Check out Thanksgiving Dinner Menu – Ideas and recipes for your Thanksgiving dinner menu.

Make Ahead Mashed Potato Recipe:

Make Ahead Mashed Potato Recipe
Prep Time
20 mins
Cook Time
40 mins
  • 15 Medium (5 pounds) potatoes peeled and quartered
  • 8 ounces cream cheese room temperature
  • 1 Cup sour cream
  • 2 Teaspoons onion powder
  • Salt and freshly-ground black pepper to taste
  • 2 egg whites slightly beaten
  • 4 Tablespoons butter
  • 1/3 Cup chopped chives optional
  1. Preparing Make-Ahead Mashed Potatoes:

  2. Spray a large casserole dish with vegetable-oil cooking spray.
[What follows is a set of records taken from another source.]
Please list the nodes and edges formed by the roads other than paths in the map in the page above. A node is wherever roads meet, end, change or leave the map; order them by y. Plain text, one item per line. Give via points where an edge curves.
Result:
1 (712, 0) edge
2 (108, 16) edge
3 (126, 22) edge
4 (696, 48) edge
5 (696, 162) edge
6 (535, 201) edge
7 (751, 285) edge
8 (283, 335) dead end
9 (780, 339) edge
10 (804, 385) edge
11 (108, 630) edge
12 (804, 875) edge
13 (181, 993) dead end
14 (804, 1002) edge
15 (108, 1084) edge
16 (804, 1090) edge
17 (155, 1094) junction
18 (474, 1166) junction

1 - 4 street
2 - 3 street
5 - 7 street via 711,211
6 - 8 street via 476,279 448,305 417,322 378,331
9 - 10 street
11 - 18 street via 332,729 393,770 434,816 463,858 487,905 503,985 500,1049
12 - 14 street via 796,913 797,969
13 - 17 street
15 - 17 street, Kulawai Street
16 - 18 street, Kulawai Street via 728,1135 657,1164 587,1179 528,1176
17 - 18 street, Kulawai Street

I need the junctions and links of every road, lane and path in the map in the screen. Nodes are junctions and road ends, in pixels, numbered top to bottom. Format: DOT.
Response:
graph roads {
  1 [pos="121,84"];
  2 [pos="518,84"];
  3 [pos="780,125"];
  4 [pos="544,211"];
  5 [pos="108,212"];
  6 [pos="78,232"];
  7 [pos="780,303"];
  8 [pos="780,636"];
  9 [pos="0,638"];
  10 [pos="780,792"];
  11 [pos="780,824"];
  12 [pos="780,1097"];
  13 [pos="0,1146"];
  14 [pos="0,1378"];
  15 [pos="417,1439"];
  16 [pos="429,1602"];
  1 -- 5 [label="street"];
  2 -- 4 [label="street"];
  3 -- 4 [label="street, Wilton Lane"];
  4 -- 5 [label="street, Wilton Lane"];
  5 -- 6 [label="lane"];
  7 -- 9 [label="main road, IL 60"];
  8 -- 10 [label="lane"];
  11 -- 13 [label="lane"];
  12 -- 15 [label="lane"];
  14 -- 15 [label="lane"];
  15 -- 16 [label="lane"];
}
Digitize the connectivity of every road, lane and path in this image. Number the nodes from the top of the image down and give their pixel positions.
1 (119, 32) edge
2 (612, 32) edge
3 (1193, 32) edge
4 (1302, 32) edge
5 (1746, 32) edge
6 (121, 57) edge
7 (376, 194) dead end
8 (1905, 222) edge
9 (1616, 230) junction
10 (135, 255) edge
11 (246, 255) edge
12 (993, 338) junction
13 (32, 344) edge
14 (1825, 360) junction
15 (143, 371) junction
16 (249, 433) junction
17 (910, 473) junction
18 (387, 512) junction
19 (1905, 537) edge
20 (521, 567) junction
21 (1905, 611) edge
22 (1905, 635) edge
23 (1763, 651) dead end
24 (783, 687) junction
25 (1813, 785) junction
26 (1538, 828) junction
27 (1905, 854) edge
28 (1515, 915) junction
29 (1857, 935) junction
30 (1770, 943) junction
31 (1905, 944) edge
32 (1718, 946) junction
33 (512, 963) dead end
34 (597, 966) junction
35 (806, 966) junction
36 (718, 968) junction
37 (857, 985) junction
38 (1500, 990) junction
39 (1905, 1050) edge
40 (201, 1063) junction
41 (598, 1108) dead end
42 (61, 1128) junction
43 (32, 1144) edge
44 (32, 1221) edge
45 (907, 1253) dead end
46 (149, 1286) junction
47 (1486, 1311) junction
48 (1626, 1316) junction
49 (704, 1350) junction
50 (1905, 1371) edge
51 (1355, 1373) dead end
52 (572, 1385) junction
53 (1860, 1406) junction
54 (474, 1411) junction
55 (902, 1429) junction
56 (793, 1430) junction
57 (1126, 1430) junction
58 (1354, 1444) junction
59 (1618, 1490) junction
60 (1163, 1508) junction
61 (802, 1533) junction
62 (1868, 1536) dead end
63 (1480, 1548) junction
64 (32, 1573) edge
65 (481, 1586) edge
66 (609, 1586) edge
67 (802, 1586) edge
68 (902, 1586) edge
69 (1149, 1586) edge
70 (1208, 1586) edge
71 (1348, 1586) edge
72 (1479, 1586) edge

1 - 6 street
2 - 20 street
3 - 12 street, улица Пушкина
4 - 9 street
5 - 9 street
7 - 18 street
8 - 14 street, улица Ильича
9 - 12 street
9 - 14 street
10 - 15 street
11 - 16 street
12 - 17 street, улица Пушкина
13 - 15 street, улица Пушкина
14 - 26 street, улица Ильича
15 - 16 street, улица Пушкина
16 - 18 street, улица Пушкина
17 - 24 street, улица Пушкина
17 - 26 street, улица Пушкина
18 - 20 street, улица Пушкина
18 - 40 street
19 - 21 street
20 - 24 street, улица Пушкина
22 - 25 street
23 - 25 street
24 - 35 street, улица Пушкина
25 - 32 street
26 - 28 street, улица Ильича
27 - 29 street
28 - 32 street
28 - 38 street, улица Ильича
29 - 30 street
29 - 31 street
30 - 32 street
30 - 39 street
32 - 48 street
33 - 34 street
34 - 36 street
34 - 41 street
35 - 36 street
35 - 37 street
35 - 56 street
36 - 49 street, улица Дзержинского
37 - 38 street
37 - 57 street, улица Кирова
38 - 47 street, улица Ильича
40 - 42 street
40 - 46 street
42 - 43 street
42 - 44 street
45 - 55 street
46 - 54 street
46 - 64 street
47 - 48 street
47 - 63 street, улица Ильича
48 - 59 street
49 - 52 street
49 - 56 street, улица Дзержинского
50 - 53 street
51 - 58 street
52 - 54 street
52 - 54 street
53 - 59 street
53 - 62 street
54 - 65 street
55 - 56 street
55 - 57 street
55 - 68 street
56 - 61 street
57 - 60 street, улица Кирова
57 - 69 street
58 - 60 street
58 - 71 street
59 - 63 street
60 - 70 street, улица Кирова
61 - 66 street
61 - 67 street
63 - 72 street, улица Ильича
  3. In a large pot, add cut-up potatoes and just enough cold water until potatoes are covered; bring to a boil.  Reduce heat to medium; cover and let simmer 15 to 20 minutes or until potatoes are tender when pierced with a fork.  Potatoes are done when the internal temperature registers approximately 200 degrees F. on your cooking thermometer.  Overcooking can cause the potatoes to become gummy.

  4. Thermapen ThermometerThis is the type of cooking thermometer that I prefer and use in my cooking.  I get many readers asking what cooking thermometer that I prefer and use in my cooking and baking.  I, personally, use the Thermapen Thermometer shown in the photo on the right.  To learn more about this excellent thermometer and to also purchase one (if you desire), just click on the underlined: Thermapen Thermometer.

  5. Remove from heat and immediately drain potatoes thoroughly in a colander.  Return to saucepan; heat over medium-low heat approximately 1 to 2 minutes to dry potatoes, stirring occasionally.  NOTE: Boiled potatoes left in water will start to jellify and may even increase in volume (becoming swollen and watery).  That is why it is important to let the potatoes drain for a couple of minutes in a colander immediately after they are cooked.

  6. In the same cooking pan, mash potatoes with a potato masher or potato ricer until there are no lumps.  NEVER use a blender, electric mixer, or food processor to make mashed potatoes.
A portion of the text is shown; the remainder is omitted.